New Hall Hey Retail Park placed on the Market by RBS

Posted on 20 September, 2015 by Kirsten Kennedy

Thanks to the widespread economic recovery and ensuing demand for space by retailers, many destinations which saw vacancy rates skyrocket during the recession are now enjoying a return to prosperity which has allowed owners to achieve strong sales prices.

New Hall Hey Retail Park placed on the Market by RBS

This will hopefully be the case for the New Hall Hey Retail Park in Rawtenstall, which this week has been placed on the market by owner the Royal Bank of Scotland (RBS).

RBS gained the site following the administration of previous owner Hurstwood Developments Ltd, and following the exit by major brands Homebase and Argos in 2007 the retail park lay empty for almost eight years.

However, following a number of asset management initiatives undertaken by RBS in recent months, three of the site’s four retail units are preparing for occupation, with M&S Simply Food, TK Maxx and Pets at Home due to move in towards the end of this year.

In addition, RBS was able to secure an enhanced planning permission for food retailing and for an 82,000 square foot leisure development on the adjacent site which is also being marketed. The potential of this offering has seen a spike in demand for the remaining vacant unit, and has allowed RBS the opportunity to place the retail park on the market confident of achieving a good price – perhaps even as much as £10 million.

Director at RBS Real Estate Advisory, Neville Paterson, believes that the park and adjacent land will attract the attention of developers and investors keen to capitalise upon the area’s large consumer base.

He says; “RBS has undertaken a significant amount of asset management which has focused on key tenant initiatives to create a new prime retailing destination in a highly affluent area.

“The properties offer investors a core asset with the strong income profile of a blue chip tenant base, as well as the great potential to enhance value and income further through letting opportunities and development of the remaining land.”

RBS has already appointed agents from Manchester based Metis Real Estate Advisors and CursonSowerby Partners LLP to market the 41,163 square foot scheme and manage sales enquiries going forward.
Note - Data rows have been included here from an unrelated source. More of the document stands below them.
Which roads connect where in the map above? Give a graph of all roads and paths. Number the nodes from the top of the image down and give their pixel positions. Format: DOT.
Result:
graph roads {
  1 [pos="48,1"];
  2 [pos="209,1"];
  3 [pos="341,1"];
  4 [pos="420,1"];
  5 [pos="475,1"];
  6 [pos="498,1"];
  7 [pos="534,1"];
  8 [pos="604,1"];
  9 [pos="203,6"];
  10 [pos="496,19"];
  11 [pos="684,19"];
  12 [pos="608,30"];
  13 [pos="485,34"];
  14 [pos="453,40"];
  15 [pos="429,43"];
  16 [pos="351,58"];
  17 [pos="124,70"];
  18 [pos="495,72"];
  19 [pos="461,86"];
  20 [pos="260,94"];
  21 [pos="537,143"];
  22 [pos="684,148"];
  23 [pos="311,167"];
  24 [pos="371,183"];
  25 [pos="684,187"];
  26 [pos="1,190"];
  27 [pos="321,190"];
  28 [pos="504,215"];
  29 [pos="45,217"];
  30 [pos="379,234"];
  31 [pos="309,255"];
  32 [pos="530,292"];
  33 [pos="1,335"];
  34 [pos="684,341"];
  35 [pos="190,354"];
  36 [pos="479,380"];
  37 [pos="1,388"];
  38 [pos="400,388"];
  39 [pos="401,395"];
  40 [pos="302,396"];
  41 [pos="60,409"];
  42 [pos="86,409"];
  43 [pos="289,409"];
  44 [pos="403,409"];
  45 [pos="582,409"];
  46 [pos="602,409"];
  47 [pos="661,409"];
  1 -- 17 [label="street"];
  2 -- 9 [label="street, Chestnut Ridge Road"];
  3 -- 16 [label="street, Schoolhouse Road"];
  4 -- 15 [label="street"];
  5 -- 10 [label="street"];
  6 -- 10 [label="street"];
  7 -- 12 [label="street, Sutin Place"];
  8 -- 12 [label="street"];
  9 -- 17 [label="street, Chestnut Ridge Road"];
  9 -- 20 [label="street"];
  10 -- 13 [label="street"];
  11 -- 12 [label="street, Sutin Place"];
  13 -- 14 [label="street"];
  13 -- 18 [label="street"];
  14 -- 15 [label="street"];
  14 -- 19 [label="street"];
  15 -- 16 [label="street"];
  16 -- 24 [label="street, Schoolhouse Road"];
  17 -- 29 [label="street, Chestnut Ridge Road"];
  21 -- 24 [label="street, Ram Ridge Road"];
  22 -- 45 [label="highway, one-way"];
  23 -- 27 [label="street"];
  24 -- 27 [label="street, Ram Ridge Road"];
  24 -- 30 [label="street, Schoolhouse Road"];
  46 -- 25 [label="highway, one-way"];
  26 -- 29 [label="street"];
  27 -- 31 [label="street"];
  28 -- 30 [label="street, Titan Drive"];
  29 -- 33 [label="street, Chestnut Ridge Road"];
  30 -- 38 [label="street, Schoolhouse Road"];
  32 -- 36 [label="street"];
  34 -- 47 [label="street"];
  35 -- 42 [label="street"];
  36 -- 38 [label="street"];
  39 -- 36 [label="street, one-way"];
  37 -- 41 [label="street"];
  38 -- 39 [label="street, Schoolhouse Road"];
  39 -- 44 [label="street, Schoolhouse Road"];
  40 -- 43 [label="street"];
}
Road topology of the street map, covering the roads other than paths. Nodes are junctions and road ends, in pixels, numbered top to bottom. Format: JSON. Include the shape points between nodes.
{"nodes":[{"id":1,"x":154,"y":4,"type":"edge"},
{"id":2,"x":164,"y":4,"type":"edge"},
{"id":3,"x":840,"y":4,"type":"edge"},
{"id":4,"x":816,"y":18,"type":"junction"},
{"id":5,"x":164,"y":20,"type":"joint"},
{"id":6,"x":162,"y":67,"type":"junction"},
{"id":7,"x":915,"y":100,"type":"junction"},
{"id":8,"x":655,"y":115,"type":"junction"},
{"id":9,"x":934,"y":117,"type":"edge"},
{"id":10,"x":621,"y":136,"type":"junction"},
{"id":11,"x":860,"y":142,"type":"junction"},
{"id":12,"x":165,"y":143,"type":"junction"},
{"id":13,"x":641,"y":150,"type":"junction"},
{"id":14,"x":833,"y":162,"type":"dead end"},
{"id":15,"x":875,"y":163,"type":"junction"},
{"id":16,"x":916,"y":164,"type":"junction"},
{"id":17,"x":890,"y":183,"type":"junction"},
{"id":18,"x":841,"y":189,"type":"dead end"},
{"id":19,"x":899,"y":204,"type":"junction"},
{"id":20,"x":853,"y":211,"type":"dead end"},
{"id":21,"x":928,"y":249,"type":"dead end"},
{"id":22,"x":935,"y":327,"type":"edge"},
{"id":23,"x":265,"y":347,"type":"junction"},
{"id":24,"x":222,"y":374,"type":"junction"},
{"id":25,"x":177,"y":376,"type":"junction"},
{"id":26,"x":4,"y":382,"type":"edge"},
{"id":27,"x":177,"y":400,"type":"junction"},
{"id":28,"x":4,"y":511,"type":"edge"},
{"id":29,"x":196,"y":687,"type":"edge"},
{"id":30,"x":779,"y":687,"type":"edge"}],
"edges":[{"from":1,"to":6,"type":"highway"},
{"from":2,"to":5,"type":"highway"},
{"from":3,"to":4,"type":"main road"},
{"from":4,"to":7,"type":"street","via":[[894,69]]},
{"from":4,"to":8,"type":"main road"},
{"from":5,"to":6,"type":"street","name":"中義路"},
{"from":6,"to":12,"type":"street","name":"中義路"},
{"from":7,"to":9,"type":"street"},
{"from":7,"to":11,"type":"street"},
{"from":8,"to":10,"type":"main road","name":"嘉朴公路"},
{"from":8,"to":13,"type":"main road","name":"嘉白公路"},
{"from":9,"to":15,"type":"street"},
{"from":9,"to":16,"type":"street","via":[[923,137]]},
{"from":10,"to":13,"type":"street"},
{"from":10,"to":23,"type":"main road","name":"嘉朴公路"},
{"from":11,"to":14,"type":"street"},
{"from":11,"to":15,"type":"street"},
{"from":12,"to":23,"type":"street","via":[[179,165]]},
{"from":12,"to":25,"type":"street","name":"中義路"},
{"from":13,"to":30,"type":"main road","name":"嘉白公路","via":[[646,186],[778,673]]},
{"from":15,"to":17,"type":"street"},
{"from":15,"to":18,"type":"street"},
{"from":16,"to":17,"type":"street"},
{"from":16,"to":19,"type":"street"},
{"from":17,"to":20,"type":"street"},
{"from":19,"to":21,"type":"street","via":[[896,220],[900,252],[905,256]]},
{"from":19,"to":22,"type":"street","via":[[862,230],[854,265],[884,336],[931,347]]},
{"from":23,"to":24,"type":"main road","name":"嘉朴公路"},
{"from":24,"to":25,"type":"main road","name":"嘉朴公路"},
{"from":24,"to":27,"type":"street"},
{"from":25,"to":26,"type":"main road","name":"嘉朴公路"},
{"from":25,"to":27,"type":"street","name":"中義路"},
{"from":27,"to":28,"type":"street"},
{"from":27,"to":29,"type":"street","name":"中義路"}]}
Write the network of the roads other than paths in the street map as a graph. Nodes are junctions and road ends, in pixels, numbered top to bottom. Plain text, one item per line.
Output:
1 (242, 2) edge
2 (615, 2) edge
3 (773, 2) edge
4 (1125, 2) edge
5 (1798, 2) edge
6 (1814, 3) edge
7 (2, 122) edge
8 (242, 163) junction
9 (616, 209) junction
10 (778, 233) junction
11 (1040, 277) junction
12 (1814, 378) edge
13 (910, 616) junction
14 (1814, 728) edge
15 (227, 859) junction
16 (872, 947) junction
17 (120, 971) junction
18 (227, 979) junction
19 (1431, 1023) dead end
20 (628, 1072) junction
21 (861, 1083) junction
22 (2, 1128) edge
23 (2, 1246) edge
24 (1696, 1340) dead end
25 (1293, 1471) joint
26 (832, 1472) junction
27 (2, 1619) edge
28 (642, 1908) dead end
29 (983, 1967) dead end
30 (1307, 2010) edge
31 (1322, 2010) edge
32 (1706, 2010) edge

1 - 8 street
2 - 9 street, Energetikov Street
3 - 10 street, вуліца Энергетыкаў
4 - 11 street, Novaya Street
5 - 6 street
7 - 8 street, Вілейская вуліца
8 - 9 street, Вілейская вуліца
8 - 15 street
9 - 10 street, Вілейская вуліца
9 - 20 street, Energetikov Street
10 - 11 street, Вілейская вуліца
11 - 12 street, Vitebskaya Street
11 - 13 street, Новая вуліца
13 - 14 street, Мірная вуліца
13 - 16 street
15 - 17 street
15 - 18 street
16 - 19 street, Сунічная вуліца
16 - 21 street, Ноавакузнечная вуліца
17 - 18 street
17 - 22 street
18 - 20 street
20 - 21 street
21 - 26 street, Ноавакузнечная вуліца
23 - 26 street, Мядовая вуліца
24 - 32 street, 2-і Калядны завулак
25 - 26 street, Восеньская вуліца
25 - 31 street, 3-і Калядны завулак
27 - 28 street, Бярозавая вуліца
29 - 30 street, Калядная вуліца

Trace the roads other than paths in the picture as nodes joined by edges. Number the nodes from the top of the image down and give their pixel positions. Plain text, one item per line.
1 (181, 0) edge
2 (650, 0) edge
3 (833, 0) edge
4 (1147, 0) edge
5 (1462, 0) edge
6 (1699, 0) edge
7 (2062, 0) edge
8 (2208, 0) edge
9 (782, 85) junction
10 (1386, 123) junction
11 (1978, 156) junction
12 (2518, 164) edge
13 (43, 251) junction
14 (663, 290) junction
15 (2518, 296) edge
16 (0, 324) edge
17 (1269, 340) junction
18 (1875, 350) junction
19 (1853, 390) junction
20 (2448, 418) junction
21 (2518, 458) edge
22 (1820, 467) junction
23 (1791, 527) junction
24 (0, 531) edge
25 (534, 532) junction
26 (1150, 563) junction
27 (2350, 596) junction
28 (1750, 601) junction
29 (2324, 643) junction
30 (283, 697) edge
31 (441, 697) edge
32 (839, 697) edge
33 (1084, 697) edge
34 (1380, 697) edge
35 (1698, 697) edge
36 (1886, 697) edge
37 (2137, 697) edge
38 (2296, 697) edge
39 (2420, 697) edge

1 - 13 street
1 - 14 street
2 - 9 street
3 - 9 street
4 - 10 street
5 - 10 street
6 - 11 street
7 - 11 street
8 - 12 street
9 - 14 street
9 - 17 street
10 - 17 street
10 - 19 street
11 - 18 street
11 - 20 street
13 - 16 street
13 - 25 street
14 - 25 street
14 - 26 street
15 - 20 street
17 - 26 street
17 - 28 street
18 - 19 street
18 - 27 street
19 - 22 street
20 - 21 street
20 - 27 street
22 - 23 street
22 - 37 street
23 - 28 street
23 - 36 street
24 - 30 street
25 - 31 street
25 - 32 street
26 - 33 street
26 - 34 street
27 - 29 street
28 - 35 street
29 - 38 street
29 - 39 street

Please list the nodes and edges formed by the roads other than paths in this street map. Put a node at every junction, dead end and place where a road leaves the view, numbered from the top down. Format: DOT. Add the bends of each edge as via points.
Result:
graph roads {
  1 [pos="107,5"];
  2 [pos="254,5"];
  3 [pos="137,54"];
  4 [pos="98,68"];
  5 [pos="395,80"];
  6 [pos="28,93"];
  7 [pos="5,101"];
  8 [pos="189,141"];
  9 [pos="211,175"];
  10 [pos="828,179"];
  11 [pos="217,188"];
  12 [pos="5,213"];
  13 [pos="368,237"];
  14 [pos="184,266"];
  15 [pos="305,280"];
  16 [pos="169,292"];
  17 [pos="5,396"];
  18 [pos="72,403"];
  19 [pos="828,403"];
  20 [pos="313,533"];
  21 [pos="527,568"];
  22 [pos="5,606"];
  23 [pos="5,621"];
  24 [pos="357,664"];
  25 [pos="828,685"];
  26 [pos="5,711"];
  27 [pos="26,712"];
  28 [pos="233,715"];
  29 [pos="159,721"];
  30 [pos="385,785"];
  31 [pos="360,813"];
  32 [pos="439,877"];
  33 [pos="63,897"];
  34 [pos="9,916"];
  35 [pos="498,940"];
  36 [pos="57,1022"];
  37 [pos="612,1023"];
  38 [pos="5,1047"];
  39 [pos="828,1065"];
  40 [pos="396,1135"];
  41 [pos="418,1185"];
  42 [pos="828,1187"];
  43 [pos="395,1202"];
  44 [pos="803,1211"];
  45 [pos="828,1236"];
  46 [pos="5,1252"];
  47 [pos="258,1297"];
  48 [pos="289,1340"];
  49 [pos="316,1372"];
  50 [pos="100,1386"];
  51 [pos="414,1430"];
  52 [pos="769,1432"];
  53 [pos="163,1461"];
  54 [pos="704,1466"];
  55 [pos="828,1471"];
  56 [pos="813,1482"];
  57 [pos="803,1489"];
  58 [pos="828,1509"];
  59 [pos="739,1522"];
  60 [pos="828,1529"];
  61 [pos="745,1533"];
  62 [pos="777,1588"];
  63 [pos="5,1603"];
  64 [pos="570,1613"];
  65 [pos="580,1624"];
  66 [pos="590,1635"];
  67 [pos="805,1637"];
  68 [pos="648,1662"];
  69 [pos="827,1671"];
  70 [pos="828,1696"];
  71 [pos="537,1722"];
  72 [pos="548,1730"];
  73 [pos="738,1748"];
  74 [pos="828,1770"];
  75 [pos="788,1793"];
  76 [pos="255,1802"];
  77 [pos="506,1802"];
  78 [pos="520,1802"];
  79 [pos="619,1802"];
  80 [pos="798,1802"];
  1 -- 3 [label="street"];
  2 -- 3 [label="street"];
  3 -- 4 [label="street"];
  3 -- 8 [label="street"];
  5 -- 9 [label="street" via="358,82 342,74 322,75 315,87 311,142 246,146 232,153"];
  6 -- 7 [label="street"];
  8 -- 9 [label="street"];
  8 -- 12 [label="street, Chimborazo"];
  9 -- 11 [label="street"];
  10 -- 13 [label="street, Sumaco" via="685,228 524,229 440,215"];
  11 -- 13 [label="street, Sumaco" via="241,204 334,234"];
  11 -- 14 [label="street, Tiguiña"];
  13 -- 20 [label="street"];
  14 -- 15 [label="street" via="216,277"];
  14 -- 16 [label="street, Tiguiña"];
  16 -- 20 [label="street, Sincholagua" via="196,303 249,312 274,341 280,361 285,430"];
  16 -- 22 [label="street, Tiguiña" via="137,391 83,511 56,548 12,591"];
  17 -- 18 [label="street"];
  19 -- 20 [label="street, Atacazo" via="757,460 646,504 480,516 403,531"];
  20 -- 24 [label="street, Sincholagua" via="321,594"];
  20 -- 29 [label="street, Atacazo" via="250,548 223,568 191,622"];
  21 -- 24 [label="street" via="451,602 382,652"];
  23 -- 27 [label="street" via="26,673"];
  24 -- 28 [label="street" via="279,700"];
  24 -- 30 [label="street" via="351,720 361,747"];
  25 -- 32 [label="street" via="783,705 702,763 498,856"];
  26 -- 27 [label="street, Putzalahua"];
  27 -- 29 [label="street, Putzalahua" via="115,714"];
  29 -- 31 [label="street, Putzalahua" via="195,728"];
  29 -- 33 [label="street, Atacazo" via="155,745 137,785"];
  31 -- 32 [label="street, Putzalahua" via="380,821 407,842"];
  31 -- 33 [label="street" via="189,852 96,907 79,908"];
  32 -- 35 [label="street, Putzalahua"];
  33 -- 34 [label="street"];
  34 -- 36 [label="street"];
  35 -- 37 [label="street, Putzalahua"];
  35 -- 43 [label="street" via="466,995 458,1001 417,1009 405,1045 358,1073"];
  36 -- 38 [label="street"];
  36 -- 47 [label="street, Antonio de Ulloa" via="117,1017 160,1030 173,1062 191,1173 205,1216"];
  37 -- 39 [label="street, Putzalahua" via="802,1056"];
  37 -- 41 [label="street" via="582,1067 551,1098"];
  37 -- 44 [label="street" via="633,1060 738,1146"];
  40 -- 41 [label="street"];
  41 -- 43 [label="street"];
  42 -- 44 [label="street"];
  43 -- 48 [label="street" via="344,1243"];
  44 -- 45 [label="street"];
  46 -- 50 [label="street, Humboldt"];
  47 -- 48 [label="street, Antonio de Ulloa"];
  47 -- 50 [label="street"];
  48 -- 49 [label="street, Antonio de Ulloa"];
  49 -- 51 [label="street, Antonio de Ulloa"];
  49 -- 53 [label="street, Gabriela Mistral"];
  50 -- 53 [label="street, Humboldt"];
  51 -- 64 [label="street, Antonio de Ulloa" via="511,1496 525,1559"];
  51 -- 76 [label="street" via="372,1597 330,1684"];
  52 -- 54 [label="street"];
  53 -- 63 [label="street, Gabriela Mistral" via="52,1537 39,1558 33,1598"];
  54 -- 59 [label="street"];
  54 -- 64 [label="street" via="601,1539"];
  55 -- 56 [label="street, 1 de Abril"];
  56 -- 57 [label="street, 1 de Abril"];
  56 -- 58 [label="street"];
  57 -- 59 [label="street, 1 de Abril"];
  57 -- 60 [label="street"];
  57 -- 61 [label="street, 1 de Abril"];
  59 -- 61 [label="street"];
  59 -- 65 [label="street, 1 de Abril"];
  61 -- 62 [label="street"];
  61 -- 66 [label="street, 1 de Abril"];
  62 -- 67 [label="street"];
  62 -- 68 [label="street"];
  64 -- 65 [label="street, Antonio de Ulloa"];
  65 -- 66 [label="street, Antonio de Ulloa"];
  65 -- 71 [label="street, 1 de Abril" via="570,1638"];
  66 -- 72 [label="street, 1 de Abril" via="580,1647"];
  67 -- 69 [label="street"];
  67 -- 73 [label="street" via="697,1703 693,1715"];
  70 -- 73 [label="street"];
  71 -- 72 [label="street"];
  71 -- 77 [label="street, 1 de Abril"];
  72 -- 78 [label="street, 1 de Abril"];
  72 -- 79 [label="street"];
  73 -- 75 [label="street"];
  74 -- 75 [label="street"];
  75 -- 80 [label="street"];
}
They expect a strong level of interest in this well-located site, particularly as the park presently generates an annual rental income of £606,250.

As one of the major commercial victims of the financial crisis and ensuing recession, the rumour that Poundland may soon take up the remaining vacant unit and bring New Hall Hey Retail Park back to prosperity.

However, in order to achieve the site’s full potential, a buyer willing to invest in the adjacent land and enter into the construction process for a desirable leisure development will first have to come forward.

Do you think the leisure development would be necessary in order to attract a high footfall level, or will the strong tenant mix at the retail park be enough to ensure it succeeds?